▶ [TASK OBJECTIVE]: Your answer is to be the count alone: the number of lines in the data below where "edges" appears.

▶ [RECORDED DATA]:
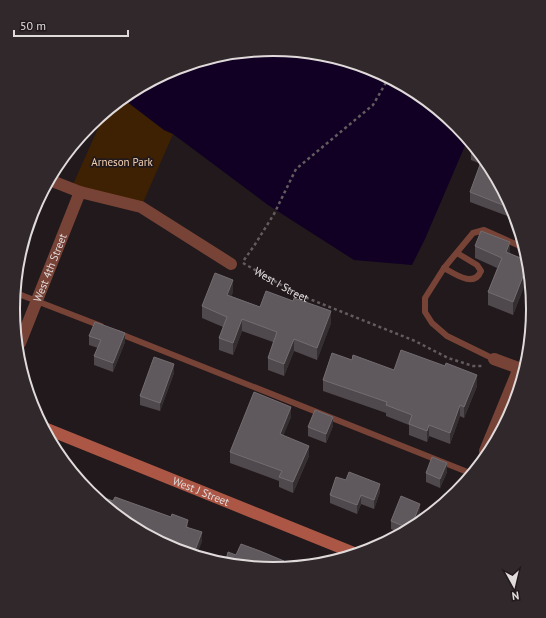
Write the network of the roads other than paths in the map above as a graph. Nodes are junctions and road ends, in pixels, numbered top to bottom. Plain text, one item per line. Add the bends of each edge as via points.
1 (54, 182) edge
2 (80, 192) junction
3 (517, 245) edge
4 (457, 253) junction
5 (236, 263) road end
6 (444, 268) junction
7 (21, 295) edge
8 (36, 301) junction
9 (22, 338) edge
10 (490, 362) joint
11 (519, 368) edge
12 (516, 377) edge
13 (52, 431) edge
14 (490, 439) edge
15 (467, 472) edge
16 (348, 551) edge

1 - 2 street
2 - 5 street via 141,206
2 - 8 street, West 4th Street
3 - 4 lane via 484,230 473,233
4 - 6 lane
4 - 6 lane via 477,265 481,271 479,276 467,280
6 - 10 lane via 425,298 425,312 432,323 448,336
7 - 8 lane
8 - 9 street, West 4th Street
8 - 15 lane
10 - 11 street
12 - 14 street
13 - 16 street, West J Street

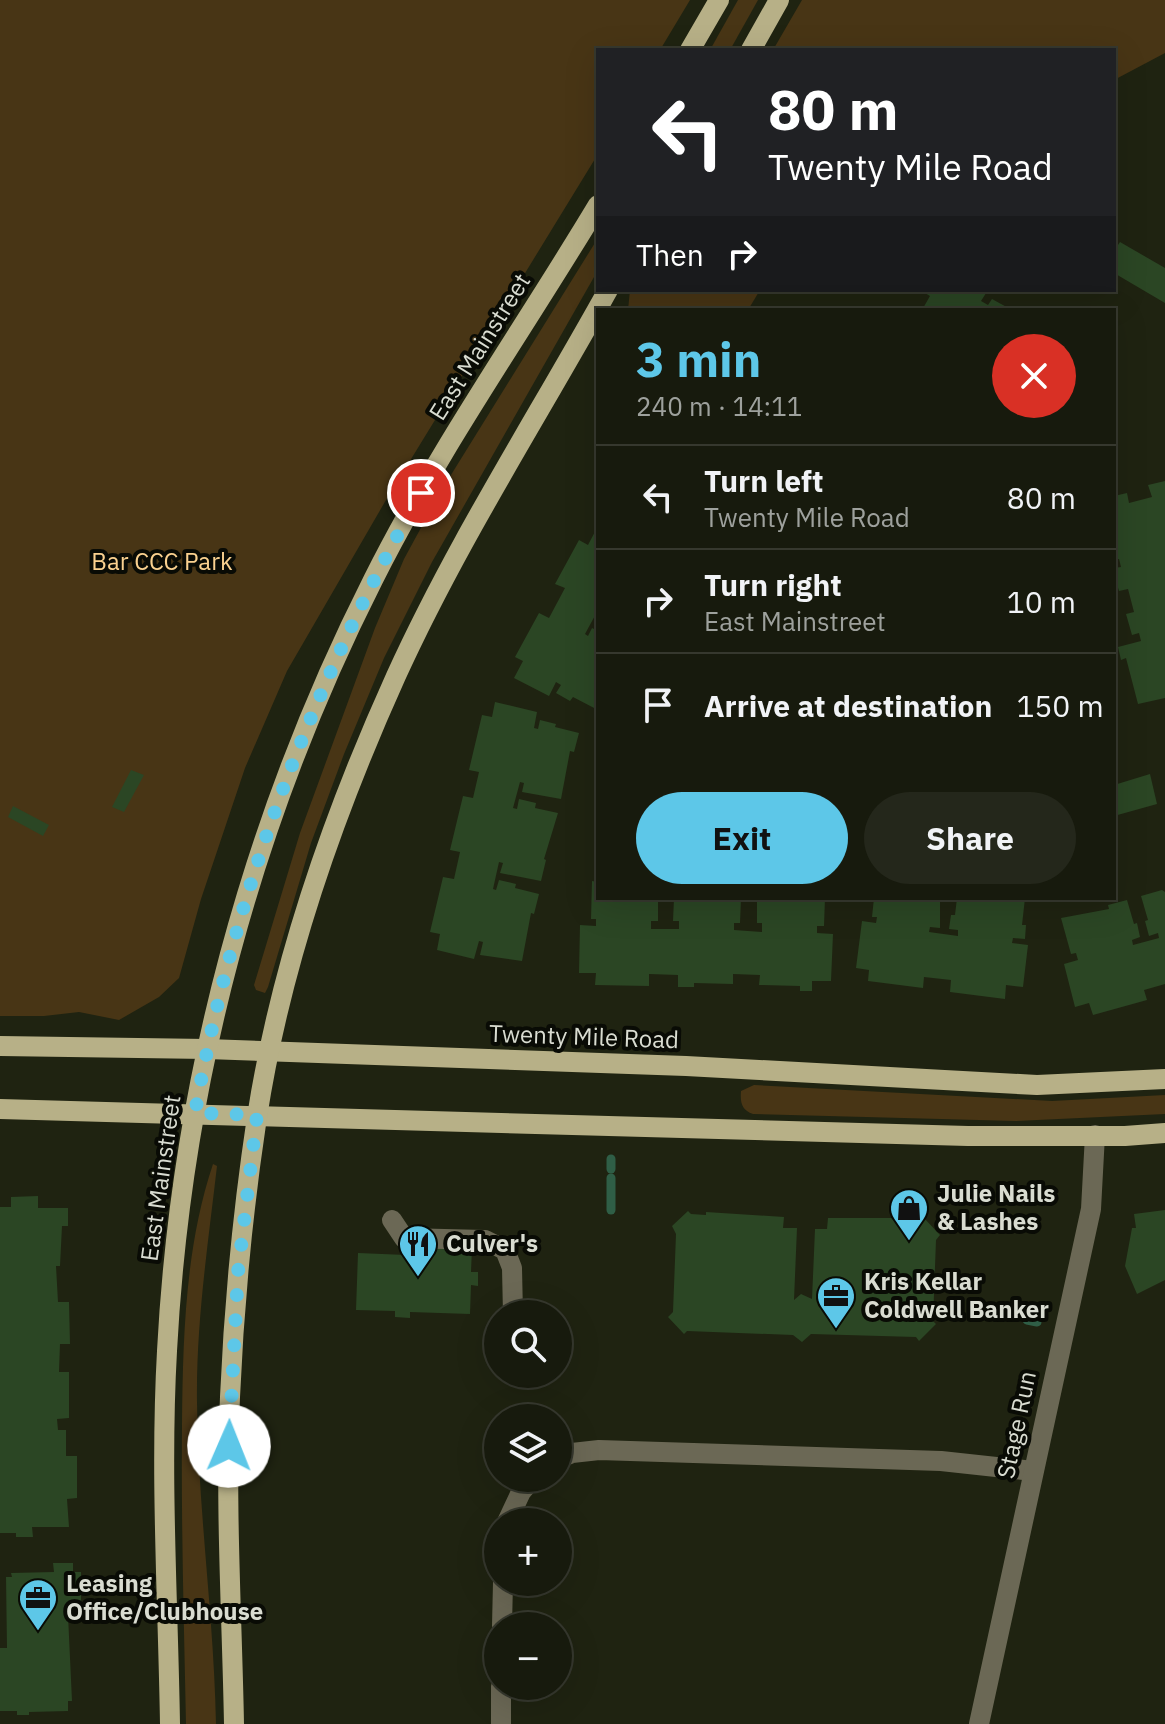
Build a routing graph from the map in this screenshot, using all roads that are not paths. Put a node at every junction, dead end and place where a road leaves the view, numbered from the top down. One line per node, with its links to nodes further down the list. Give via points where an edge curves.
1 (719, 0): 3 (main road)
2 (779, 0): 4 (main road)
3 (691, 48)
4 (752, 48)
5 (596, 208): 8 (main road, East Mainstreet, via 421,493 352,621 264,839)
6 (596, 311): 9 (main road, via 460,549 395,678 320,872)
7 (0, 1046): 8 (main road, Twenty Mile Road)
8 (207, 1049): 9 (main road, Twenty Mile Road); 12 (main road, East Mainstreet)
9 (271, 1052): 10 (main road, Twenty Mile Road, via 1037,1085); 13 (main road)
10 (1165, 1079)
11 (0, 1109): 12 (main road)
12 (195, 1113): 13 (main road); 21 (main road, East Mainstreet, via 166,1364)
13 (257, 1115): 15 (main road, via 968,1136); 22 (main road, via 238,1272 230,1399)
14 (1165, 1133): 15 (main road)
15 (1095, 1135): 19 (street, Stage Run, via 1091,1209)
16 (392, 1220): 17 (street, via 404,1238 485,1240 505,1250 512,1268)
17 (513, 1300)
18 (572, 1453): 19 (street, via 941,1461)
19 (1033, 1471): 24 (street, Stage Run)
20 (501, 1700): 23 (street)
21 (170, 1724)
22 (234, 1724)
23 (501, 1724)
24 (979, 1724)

--

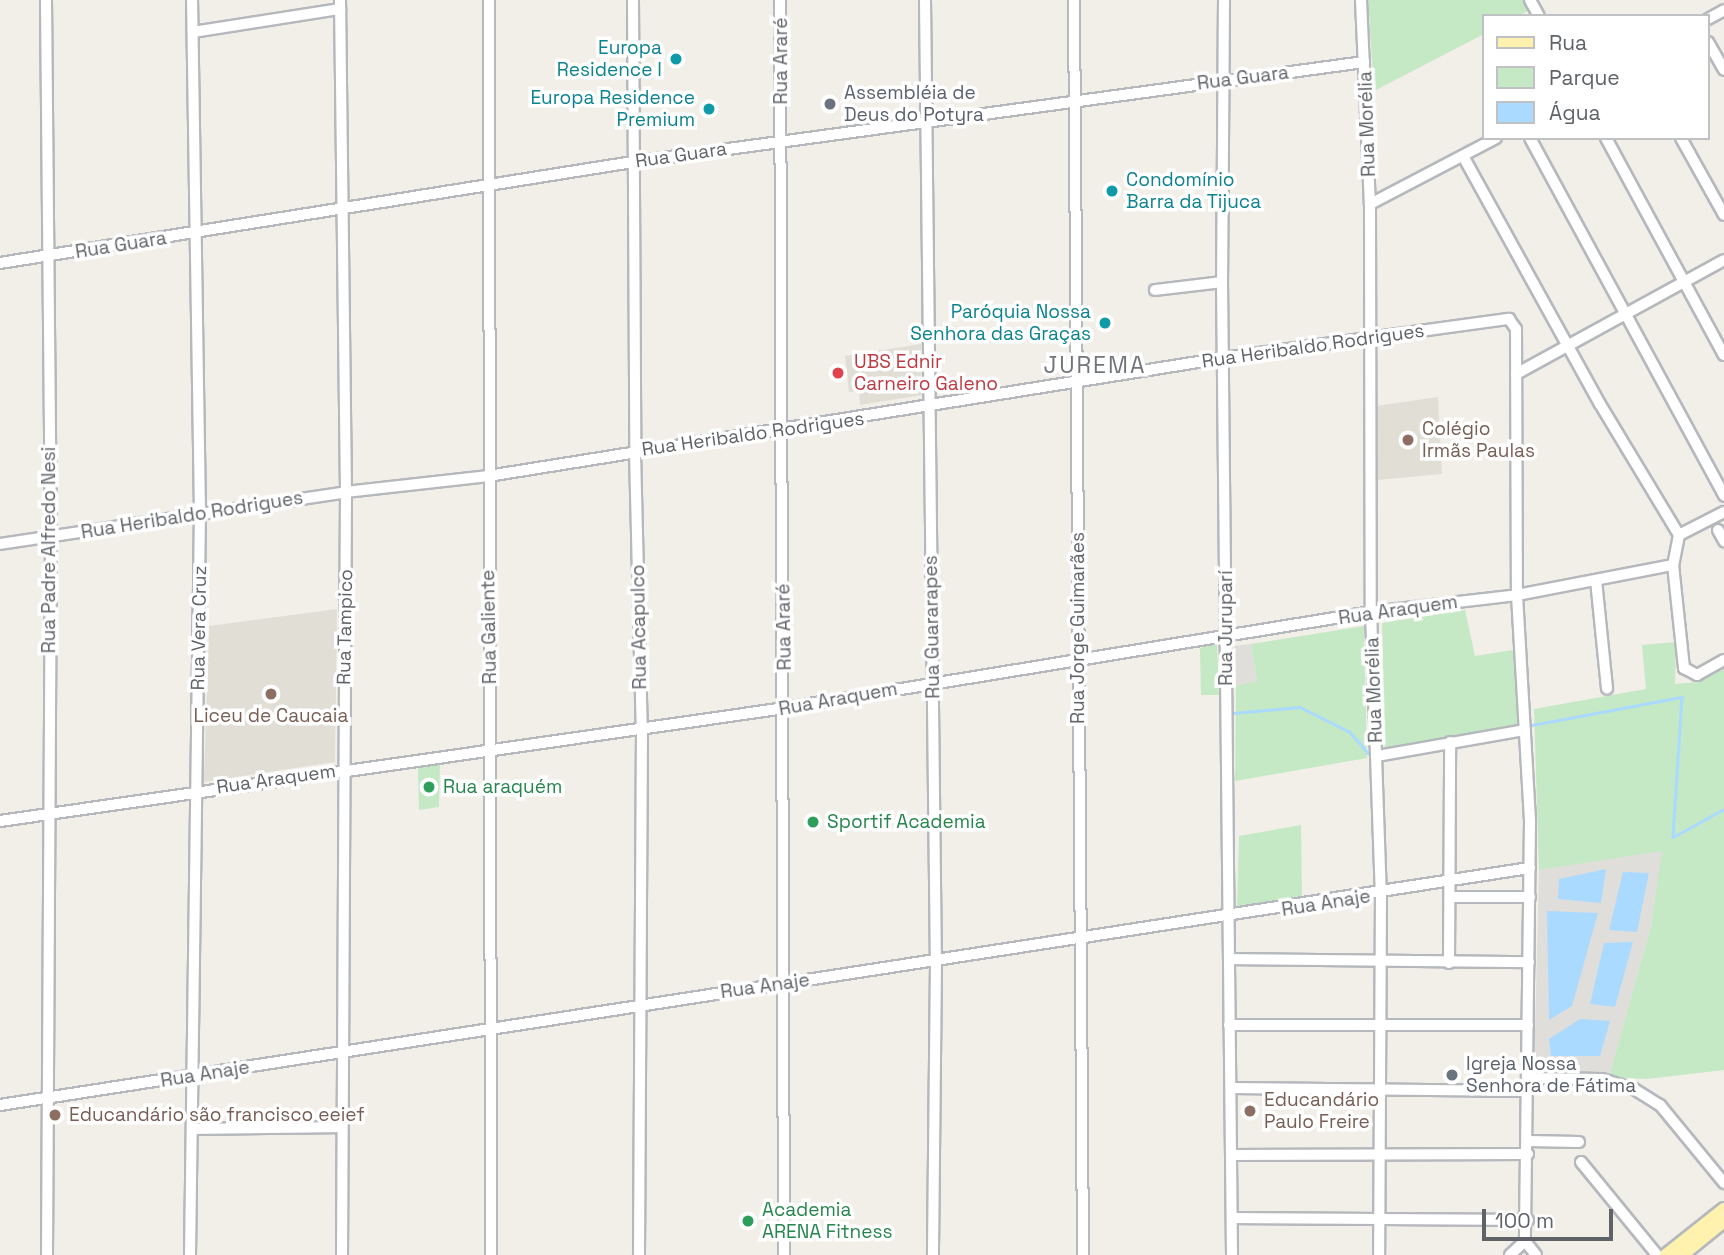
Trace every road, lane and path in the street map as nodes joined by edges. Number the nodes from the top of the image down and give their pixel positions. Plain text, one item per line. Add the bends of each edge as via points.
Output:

---

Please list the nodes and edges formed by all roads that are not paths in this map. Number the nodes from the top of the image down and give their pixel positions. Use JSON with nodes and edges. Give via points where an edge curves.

▶ [WRITTEN REPLY]: 2